It’s a moment only those in the room could explain — a loud, thumpy bass known well as the opening song kicks in, followed by a shadowy figure that darkens the wood structured stage as the first character, Aaron Burr, walks in and hits the spotlight.

That’s what it’s like to experience the very first moments of the famous Broadway musical “Hamilton”, which finally came to Reno from Nov. 3 to Nov. 14. The show’s arrival to Reno has been raved about ever since the And Peggy tour’s  announcement in June.

A shadow figure standing on black star with a gold background. The word "Hamilton" is in white in the center of the picture.

The official movie poster of “Hamilton”. The play was later made into a Disney+ movie.

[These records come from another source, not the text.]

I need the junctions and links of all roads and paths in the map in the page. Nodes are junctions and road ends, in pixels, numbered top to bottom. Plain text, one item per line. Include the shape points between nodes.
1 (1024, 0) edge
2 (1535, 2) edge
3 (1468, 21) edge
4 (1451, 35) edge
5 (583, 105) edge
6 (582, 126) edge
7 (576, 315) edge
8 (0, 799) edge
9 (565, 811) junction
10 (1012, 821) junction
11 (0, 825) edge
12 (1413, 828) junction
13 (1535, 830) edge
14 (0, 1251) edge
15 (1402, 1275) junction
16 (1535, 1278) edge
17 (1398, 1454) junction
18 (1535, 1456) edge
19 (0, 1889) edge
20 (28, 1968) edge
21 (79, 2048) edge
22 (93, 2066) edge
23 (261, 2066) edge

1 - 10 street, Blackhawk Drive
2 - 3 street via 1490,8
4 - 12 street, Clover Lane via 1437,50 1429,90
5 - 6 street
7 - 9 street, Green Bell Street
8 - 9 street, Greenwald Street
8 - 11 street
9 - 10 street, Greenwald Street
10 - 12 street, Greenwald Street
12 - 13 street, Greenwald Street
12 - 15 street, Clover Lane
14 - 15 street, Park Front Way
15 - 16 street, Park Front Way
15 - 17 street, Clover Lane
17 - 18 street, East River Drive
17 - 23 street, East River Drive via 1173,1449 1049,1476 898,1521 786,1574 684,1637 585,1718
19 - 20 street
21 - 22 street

An opening-night roar filled the room as the main character, Alexander Hamilton, played by Julius Thomas III, was introduced.

Watching Hamilton in person is a very different experience in comparison to watching it on the Disney+ original cast movie, which was released on July 4, 2020. It’s rare to get the shockingly important and unforgettable performance that Hamilton provides in person and it is one everyone should experience.

Hamilton is pieced together with a packed cast, massive stage production and a live band that could be seen in the pit. Luckily, Reno’s famous Pioneer Center housed the production for its 10 day run—an experience Reno residents could have only previously seen if they took a drive to San Francisco or booked a flight to New York.

One of the brightest highlights of this production surprisingly came from the ensemble cast. It’s a unique sight to watch them do their work. They all perform in a synchronized flow, unbroken and oftentimes doing dance moves or stances that appear impossible.

One specific cast member, Kevin Murakami, brings a spotlight to his own performance, shining out and presenting grand levels of excitement, enthusiasm and engagement many in the audience were connected with.

The play showed a transition from ensemble to George Eacker for two songs in the second act. The actors’ and actresses’ amount of understanding and hard work is easily reflected in their grand and engaging performance throughout.

Donald Webber, Jr., who plays Aaron Burr, brings an emotional take to his character. Built off love and heart with an occasional hint of lust, Burr may come across as contradictory to his performance, but his acting is still enriching.

Ashley De La Rosa also brings endless levels of harmony and perfection to her characters Peggy Schuyler and Maria Reynolds, despite having little stage time.

The disadvantages of this production of Hamilton becomes present in the live audio quality and mix played specifically at the Pioneer Center. For example, these disadvantages are presented through occasional overachieving and reacting from certain performers, as well as the prioritization of anger or sadness over vocality in many essential songs. Though this may not be a huge factor to first-time goers, it creates a  very different experience to those who have previously seen the show in another location. Whether you’d prefer this new presentation would be subjective to each individual person.

While the Reno production of Hamilton couldn’t master certain aspects, its presentation is much more than enough to be left satisfied.

The odds of getting an official production of this show in Reno was small and the fact that it arrived is absolutely outstanding. Those that have seen Hamilton in larger cities and states, should ground their expectations before going in. Those who are new to the show should prepare for the time of their lives.

There is no reason to say no to an opportunity or ticket to see Hamilton. If you’re ever given the chance to see a performance, you absolutely should say yes and enjoy every second of its marvelous two hours and forty minutes.